The indiscriminate firing on protestors at Pattan by the police personnel accompanying the cavalcade of a senior police officer reveals the psyche behind the working of the entire state police organisation irrespective of rank and order. The senior police officer could very well have prevented the situation turning bloody by simply waiting for some time to let the people disperse before making his journey onwards or could have simply returned instead of confronting the angry protestors. The protestors in this case were neither on any rampage of arsenal nor were they attacking any police or paramilitary party as has been claimed in the past. A two line routine statement released by police following the incident asserted that the erring police personnel will be identified and action will be taken against them; a worn out and an obsolete sequence of words in this part of world.

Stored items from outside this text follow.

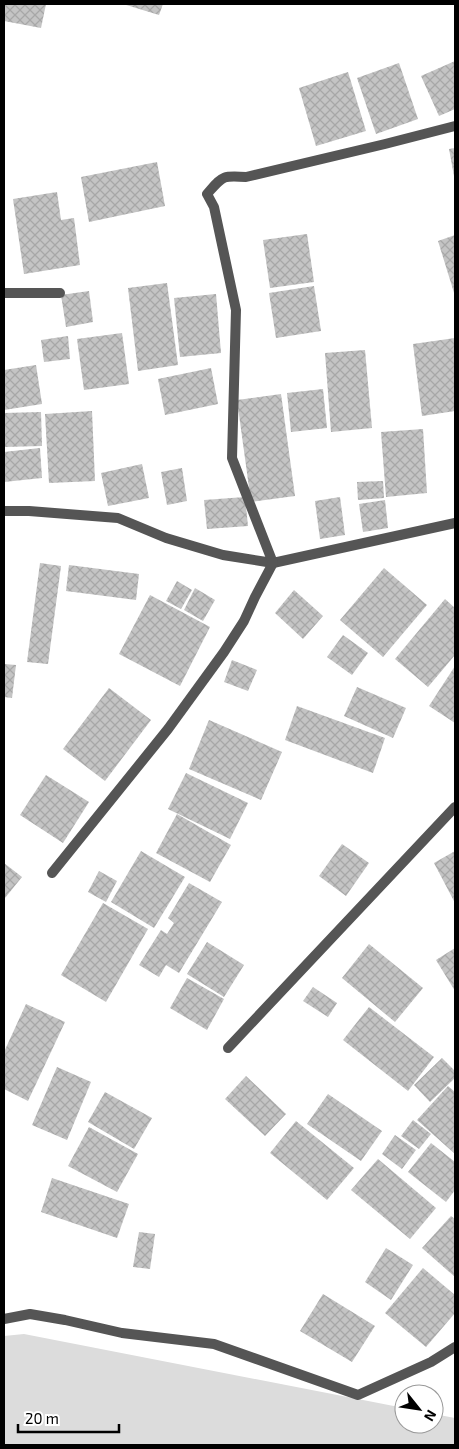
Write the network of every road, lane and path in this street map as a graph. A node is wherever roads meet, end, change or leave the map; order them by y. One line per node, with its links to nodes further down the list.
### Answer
1 (455, 126): 6 (street)
2 (4, 292): 3 (street)
3 (60, 293)
4 (4, 511): 6 (street)
5 (455, 523): 6 (street)
6 (274, 563): 8 (street)
7 (455, 807): 9 (street)
8 (52, 873)
9 (228, 1048)
10 (4, 1319): 11 (street)
11 (455, 1347)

The fact remains that the mere sight of an assembly of people in Kashmir is  enough a provocation for the men in Khaki to test their shooting skills, upholding  the policy of absolute subjugation of people that successive regimes, at the behest of New Delhi,  have been pursuing  in the state for more than sixty years now.  Incidents like the recent Pattan massacre has been fuelling the current crisis since the death of a teenager in the old city area by a police teargas canister. With the death toll rising the anger among the Kashmiri population, especially youth kept on  mounting, precipitating in hard fought stone battles with the police and paramilitaries, occasionally leading to damage of public property. Under these circumstances the intimidating factor responsible for the angry protests accompanied by stone pelting is too obvious to be overlooked and any debate on stone pelting should not miss the point.

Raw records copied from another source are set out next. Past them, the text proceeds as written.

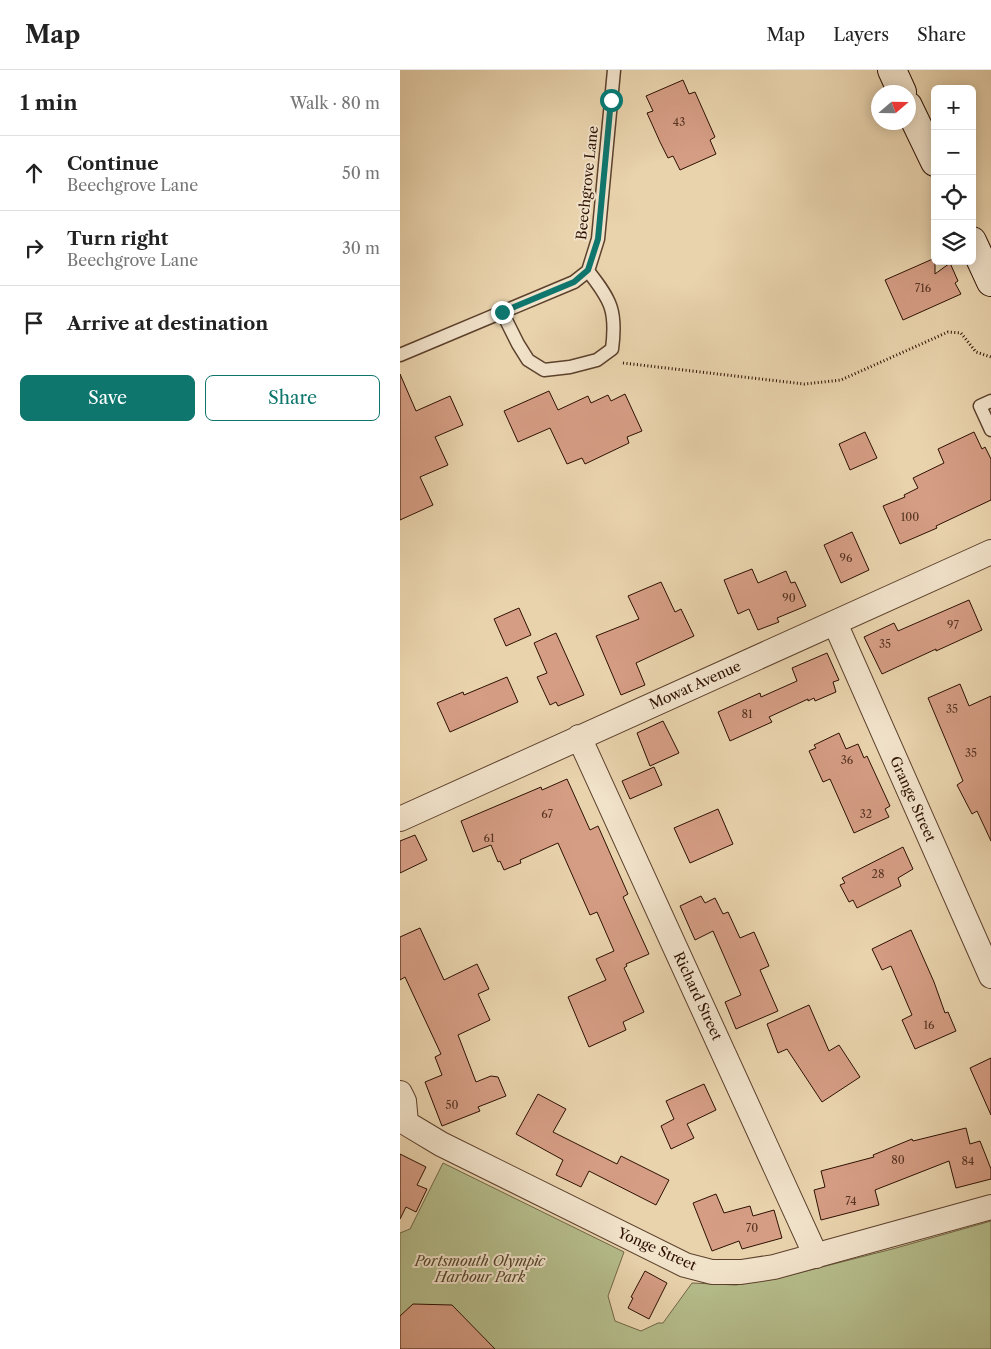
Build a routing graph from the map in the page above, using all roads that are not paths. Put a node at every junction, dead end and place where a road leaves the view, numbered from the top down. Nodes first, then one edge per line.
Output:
1 (614, 70) edge
2 (892, 70) edge
3 (899, 85) edge
4 (916, 123) edge
5 (931, 154) edge
6 (976, 250) edge
7 (588, 270) junction
8 (991, 282) edge
9 (502, 312) junction
10 (400, 356) edge
11 (991, 401) edge
12 (991, 430) edge
13 (991, 552) edge
14 (835, 623) junction
15 (579, 737) junction
16 (400, 819) edge
17 (991, 976) edge
18 (400, 1093) edge
19 (403, 1124) edge
20 (991, 1207) edge
21 (816, 1256) junction

1 - 7 lane, Beechgrove Lane
2 - 3 main road
4 - 5 main road
6 - 8 main road
7 - 9 lane
7 - 9 lane
9 - 10 lane
11 - 12 lane
13 - 14 street, Mowat Avenue
14 - 15 street, Mowat Avenue
14 - 17 street, Grange Street
15 - 16 street, Mowat Avenue
15 - 21 street, Richard Street
18 - 19 street
19 - 21 street, Yonge Street
20 - 21 street, Yonge Street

The recent administrative maneuovers of shuffling people here and there is only a gimmick by the beleaguered CM, lest the bureaucracy and officialdom forgets that the State has a chief minister too and probably this is the only quarter where he can make his presence felt. These acts are bound to be futile as far as the ground realities are concerned and also underestimate the fact that Kashmir is neither a law and order problem nor a matter of good or bad governance.

After several failed attempts by New Delhi at dubbing the genuine aspirations in Kashmir as being managed by actors across the border and supported by Lashkar-e-Toiba at the beginning and later labelling it as a ploy of opposition PDP, a certain section of Indian civil society and some writers voiced their concern over the spate of killings of innocent Kashmiris and began talking in terms of the genuine aspirations of the people of Kashmir. These efforts by the saner sections of Indian society created a sense of hope amongst the masses in the valley.

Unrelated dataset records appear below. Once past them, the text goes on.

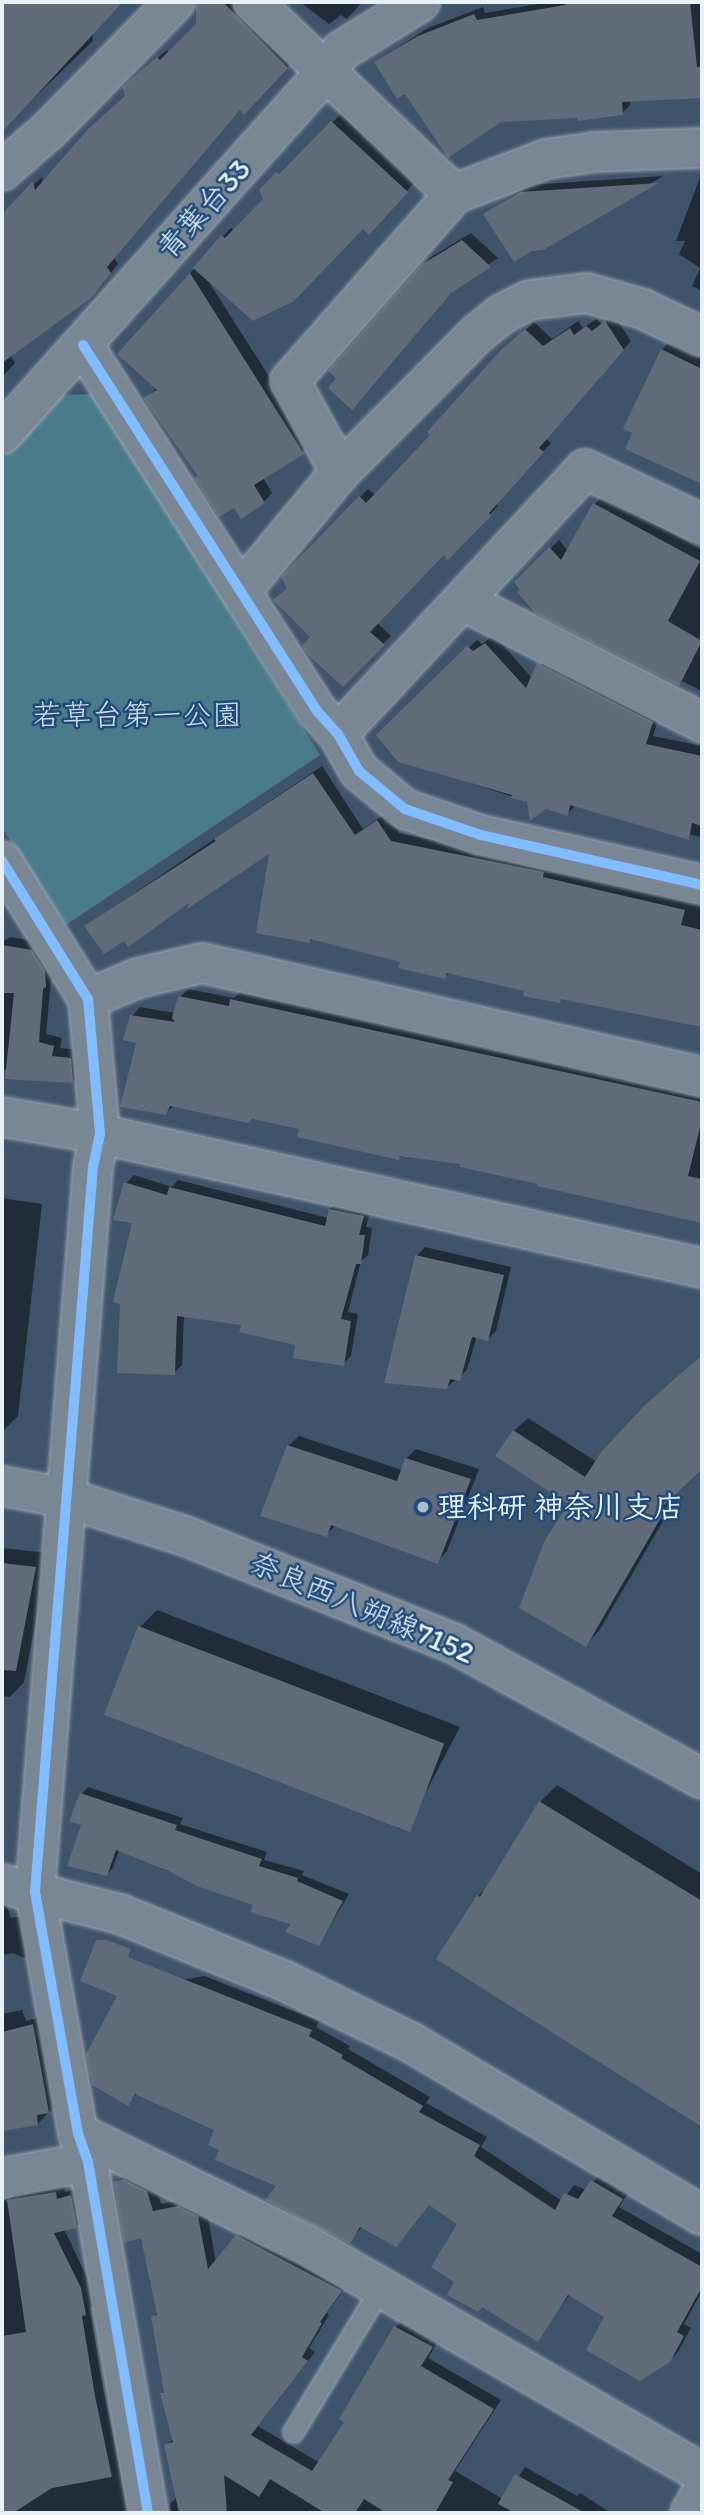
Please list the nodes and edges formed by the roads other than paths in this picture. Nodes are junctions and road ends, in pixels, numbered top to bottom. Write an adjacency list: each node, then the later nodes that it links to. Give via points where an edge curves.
1 (175, 2): 6 (street)
2 (253, 2): 4 (street)
3 (420, 2): 4 (street, 青葉台33, via 341,51)
4 (328, 70): 7 (street); 9 (street, 青葉台33)
5 (702, 148): 7 (street, via 593,152 546,159)
6 (2, 172)
7 (454, 194): 11 (street, via 290,381)
8 (702, 337): 11 (street, via 643,309 587,293 529,300 477,334)
9 (83, 345): 10 (street, 青葉台33); 13 (street)
10 (2, 434)
11 (340, 472): 13 (street)
12 (702, 524): 14 (street, via 585,469)
13 (241, 591): 16 (street, via 318,712)
14 (465, 602): 15 (street); 16 (street)
15 (702, 722)
16 (338, 734): 18 (street, via 359,771 405,808 481,835)
17 (2, 861): 20 (street)
18 (702, 885)
19 (2, 915): 20 (street)
20 (40, 918): 21 (street)
21 (88, 999): 22 (street, via 138,978 202,962); 24 (street)
22 (702, 1077)
23 (2, 1117): 24 (street)
24 (100, 1134): 25 (street); 27 (street, via 93,1166)
25 (702, 1268)
26 (2, 1486): 27 (street, 奈良西八朔線7152)
27 (66, 1498): 28 (street, 奈良西八朔線7152, via 197,1541 453,1643); 29 (street)
28 (702, 1779)
29 (19, 1888): 30 (street); 32 (street, via 120,1914 285,1981 412,2043)
30 (83, 2148): 31 (street); 33 (street, via 307,2245); 37 (street)
31 (2, 2178)
32 (702, 2215)
33 (381, 2287): 34 (lane); 35 (street)
34 (293, 2432)
35 (702, 2473)
36 (702, 2492): 38 (street)
37 (148, 2513)
38 (690, 2513)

However, unfortunately the discourse generated over the last three months on the Kashmir issue by news media with involvement of Indian civil society has gone waste and seemingly these words have no takers, either in Delhi or Kashmir. The verbal noise produced at scores of these media and civil society debates has failed to generate so much of impact on the policy of the governments at New Delhi or even in Srinagar. These debates could have at least put a halt to the loss of human lives at the hands of police and paramilitaries, leave aside any heed being paid to some new perspectives offered by these for the solution of this vexed issue. The question that strikes the mind is how much more innocent blood New Delhi wants to be spilled in Kashmir before it musters enough political courage and acknowledges the real nature of the Kashmir conflict.